__PROBLEM STATEMENT__: From the first line through the one containing "pinky tip: (1264, 534)", restate the listing word for word, and give no other lines.

__DATA UNDER STUDY__:
———

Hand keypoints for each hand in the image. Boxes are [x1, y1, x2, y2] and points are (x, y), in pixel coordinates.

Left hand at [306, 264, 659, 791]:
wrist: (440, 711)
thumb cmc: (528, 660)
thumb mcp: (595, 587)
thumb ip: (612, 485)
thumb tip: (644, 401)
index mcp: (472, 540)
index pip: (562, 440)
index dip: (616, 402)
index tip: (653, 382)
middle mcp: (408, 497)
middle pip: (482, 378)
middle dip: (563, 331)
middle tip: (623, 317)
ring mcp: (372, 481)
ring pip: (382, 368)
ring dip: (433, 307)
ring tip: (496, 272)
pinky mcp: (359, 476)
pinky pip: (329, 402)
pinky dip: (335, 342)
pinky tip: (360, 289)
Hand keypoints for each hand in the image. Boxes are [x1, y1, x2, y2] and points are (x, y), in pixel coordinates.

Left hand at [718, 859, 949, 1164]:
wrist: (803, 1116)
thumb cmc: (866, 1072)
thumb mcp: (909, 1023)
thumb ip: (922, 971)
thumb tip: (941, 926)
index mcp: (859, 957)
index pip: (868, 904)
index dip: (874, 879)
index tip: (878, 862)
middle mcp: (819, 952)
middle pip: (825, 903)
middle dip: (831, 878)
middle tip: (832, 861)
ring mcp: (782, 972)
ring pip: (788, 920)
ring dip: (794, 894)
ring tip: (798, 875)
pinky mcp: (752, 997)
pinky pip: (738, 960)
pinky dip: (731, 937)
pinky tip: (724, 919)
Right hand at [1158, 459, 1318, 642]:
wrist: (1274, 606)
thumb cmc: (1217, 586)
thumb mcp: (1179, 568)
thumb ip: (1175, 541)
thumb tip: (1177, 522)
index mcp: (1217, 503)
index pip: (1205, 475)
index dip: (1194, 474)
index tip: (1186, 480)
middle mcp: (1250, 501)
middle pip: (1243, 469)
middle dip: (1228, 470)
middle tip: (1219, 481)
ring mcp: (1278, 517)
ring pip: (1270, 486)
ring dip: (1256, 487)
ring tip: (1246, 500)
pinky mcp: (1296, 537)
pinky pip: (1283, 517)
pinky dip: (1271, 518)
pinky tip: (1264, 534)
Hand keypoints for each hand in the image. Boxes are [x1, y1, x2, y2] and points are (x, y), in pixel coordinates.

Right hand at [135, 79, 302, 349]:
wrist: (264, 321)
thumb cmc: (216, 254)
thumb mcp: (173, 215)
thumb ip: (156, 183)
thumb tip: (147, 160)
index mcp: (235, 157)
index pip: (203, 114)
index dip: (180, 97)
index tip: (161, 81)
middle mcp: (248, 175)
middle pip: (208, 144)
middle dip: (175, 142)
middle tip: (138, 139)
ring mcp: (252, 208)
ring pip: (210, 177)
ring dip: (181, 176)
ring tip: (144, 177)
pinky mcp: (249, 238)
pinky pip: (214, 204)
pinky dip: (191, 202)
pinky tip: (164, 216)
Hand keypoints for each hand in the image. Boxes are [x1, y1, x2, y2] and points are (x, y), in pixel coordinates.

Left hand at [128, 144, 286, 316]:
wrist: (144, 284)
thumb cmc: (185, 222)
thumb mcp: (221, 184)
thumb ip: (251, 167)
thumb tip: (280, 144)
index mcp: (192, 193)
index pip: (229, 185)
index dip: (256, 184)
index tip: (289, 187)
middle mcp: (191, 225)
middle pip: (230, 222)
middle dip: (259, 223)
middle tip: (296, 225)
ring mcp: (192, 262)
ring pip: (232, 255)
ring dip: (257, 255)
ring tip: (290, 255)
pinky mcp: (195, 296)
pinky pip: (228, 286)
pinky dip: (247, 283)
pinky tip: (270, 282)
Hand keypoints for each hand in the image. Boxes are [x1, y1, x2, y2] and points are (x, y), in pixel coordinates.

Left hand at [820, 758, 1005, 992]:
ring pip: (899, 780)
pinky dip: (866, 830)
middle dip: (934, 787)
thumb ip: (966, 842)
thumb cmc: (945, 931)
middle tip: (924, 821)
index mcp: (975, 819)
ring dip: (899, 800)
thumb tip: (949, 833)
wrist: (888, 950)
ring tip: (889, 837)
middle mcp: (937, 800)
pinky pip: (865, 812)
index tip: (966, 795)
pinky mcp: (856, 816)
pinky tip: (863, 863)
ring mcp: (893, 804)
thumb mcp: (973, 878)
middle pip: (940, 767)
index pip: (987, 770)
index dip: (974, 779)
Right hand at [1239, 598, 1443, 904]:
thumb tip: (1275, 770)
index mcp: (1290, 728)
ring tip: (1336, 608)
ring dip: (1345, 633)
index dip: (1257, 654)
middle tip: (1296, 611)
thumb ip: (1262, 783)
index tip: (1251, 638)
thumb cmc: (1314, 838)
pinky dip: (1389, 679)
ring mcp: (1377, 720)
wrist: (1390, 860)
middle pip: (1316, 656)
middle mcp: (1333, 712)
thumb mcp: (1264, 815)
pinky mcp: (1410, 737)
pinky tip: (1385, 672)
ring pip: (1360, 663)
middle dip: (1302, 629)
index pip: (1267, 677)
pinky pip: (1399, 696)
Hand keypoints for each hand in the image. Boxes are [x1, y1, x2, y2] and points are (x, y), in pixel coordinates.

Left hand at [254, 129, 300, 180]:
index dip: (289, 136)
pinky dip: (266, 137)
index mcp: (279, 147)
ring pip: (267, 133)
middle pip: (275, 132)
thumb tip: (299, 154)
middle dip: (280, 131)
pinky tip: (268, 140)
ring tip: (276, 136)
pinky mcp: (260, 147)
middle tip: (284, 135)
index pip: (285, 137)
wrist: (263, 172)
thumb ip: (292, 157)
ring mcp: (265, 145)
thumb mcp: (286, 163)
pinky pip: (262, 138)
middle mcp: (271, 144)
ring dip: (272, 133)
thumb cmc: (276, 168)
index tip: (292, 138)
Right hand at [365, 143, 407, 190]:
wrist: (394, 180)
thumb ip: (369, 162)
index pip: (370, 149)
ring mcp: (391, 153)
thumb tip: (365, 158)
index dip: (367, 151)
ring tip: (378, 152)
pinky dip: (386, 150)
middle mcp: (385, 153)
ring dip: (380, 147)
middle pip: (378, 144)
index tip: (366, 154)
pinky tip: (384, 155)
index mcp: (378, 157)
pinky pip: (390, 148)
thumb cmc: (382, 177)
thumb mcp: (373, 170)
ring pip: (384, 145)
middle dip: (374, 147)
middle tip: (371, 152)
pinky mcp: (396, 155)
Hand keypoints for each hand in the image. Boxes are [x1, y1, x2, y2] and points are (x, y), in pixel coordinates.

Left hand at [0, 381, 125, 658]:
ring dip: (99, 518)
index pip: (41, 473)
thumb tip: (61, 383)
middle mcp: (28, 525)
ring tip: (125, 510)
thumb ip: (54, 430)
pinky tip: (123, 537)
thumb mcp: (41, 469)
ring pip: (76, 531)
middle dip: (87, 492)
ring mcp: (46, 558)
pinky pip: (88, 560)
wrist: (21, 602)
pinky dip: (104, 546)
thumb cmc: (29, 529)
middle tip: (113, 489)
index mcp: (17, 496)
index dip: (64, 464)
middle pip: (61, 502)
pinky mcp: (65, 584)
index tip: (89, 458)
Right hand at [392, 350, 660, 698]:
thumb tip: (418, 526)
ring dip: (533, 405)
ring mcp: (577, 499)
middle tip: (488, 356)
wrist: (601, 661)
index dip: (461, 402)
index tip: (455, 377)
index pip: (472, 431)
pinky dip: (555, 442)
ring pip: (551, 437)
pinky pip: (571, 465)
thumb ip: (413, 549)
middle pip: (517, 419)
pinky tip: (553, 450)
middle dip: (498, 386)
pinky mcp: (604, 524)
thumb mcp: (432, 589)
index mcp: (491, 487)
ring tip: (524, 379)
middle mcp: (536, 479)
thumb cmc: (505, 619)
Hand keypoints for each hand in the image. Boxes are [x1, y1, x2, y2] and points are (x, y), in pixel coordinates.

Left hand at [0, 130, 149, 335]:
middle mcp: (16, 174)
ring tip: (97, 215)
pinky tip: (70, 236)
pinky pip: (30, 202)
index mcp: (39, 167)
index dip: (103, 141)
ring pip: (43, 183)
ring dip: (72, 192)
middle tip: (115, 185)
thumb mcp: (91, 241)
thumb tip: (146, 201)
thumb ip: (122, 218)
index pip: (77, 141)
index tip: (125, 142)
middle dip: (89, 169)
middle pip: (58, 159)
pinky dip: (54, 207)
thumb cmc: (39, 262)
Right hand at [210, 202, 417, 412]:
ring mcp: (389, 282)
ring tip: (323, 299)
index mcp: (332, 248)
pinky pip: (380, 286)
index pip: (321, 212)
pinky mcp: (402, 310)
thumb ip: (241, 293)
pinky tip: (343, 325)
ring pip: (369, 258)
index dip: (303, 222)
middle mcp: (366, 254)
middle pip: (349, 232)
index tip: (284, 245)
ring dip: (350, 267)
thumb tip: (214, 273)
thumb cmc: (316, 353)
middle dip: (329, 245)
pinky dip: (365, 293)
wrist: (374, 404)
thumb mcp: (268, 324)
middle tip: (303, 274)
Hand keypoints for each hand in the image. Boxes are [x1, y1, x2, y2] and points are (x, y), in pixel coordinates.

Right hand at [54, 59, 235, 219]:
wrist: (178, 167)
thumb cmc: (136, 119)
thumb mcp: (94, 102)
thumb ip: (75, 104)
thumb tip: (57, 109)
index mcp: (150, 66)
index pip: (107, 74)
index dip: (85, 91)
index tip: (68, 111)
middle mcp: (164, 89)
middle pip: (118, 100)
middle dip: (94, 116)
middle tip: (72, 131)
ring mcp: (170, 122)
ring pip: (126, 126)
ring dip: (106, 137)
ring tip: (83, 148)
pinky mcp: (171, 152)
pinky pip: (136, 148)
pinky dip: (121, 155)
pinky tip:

———

__EXPECTED OUTPUT__:
Hand keypoints for each hand in the image. Boxes are [x1, y1, x2, y2] and points are (x, y), in pixel coordinates.

Left hand at [306, 264, 659, 791]:
wrist: (440, 711)
thumb cmc: (528, 660)
thumb mcp: (595, 587)
thumb ip: (612, 485)
thumb tip: (644, 401)
index mcp: (472, 540)
index pip: (562, 440)
index dip: (616, 402)
index tip: (653, 382)
middle mcp: (408, 497)
middle pip: (482, 378)
middle dip: (563, 331)
middle tip: (623, 317)
ring mcp: (372, 481)
ring pip: (382, 368)
ring dip: (433, 307)
ring tip: (496, 272)
pinky mcp: (359, 476)
pinky pip: (329, 402)
pinky dip: (335, 342)
pinky tip: (360, 289)
Hand keypoints for each hand in the image. Boxes are [x1, y1, x2, y2] and points are (x, y), in pixel coordinates.

Left hand at [718, 859, 949, 1164]:
wrist: (803, 1116)
thumb cmc: (866, 1072)
thumb mcp: (909, 1023)
thumb ip: (922, 971)
thumb tip: (941, 926)
index mcp: (859, 957)
index pip: (868, 904)
index dip: (874, 879)
index tip: (878, 862)
middle mcp: (819, 952)
middle pip: (825, 903)
middle dip: (831, 878)
middle tip: (832, 861)
ring mcp: (782, 972)
ring pip: (788, 920)
ring dip: (794, 894)
ring tip: (798, 875)
pinky mcp: (752, 997)
pinky pip: (738, 960)
pinky dip: (731, 937)
pinky tip: (724, 919)
Right hand at [1158, 459, 1318, 642]:
wrist: (1274, 606)
thumb cmc: (1217, 586)
thumb mcp: (1179, 568)
thumb ip: (1175, 541)
thumb tip: (1177, 522)
index mcp: (1217, 503)
index pip: (1205, 475)
index dip: (1194, 474)
index tip: (1186, 480)
middle mcp: (1250, 501)
middle pip: (1243, 469)
middle dip: (1228, 470)
middle tip: (1219, 481)
ring mcp: (1278, 517)
ring pip: (1270, 486)
ring dip: (1256, 487)
ring tip: (1246, 500)
pinky mcp: (1296, 537)
pinky pip: (1283, 517)
pinky dip: (1271, 518)
pinky tip: (1264, 534)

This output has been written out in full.